═══ THE RECORDS ═══

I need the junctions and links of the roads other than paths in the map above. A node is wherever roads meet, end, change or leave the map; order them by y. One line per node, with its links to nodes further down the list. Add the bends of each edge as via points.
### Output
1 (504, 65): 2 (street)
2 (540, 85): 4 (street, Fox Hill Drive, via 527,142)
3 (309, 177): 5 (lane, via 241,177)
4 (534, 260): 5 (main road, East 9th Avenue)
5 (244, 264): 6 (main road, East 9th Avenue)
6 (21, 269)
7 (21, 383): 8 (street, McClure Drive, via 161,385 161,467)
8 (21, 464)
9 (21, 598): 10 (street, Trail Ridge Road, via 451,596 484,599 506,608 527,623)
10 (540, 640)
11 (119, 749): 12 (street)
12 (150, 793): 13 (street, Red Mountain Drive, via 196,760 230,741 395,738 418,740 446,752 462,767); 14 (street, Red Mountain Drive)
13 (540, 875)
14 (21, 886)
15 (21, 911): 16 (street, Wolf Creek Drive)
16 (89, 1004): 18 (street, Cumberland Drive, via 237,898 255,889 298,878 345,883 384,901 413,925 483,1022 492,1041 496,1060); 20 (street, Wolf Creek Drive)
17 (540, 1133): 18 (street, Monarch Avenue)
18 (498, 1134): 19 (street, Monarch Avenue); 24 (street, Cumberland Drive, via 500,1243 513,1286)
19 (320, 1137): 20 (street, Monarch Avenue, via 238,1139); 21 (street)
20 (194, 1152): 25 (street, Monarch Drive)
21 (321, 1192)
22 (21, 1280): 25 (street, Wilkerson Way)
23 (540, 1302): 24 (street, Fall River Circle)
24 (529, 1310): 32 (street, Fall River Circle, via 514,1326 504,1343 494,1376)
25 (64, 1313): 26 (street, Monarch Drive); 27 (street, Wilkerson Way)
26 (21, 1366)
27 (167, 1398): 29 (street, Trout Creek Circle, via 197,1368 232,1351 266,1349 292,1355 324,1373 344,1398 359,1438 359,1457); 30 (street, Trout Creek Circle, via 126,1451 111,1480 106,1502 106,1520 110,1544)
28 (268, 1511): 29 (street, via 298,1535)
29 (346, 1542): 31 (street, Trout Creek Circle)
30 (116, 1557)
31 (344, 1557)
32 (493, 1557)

═══

Print the entire listing above once more, with nothing changed.

I need the junctions and links of the roads other than paths in the map above. A node is wherever roads meet, end, change or leave the map; order them by y. One line per node, with its links to nodes further down the list. Add the bends of each edge as via points.
### Output
1 (504, 65): 2 (street)
2 (540, 85): 4 (street, Fox Hill Drive, via 527,142)
3 (309, 177): 5 (lane, via 241,177)
4 (534, 260): 5 (main road, East 9th Avenue)
5 (244, 264): 6 (main road, East 9th Avenue)
6 (21, 269)
7 (21, 383): 8 (street, McClure Drive, via 161,385 161,467)
8 (21, 464)
9 (21, 598): 10 (street, Trail Ridge Road, via 451,596 484,599 506,608 527,623)
10 (540, 640)
11 (119, 749): 12 (street)
12 (150, 793): 13 (street, Red Mountain Drive, via 196,760 230,741 395,738 418,740 446,752 462,767); 14 (street, Red Mountain Drive)
13 (540, 875)
14 (21, 886)
15 (21, 911): 16 (street, Wolf Creek Drive)
16 (89, 1004): 18 (street, Cumberland Drive, via 237,898 255,889 298,878 345,883 384,901 413,925 483,1022 492,1041 496,1060); 20 (street, Wolf Creek Drive)
17 (540, 1133): 18 (street, Monarch Avenue)
18 (498, 1134): 19 (street, Monarch Avenue); 24 (street, Cumberland Drive, via 500,1243 513,1286)
19 (320, 1137): 20 (street, Monarch Avenue, via 238,1139); 21 (street)
20 (194, 1152): 25 (street, Monarch Drive)
21 (321, 1192)
22 (21, 1280): 25 (street, Wilkerson Way)
23 (540, 1302): 24 (street, Fall River Circle)
24 (529, 1310): 32 (street, Fall River Circle, via 514,1326 504,1343 494,1376)
25 (64, 1313): 26 (street, Monarch Drive); 27 (street, Wilkerson Way)
26 (21, 1366)
27 (167, 1398): 29 (street, Trout Creek Circle, via 197,1368 232,1351 266,1349 292,1355 324,1373 344,1398 359,1438 359,1457); 30 (street, Trout Creek Circle, via 126,1451 111,1480 106,1502 106,1520 110,1544)
28 (268, 1511): 29 (street, via 298,1535)
29 (346, 1542): 31 (street, Trout Creek Circle)
30 (116, 1557)
31 (344, 1557)
32 (493, 1557)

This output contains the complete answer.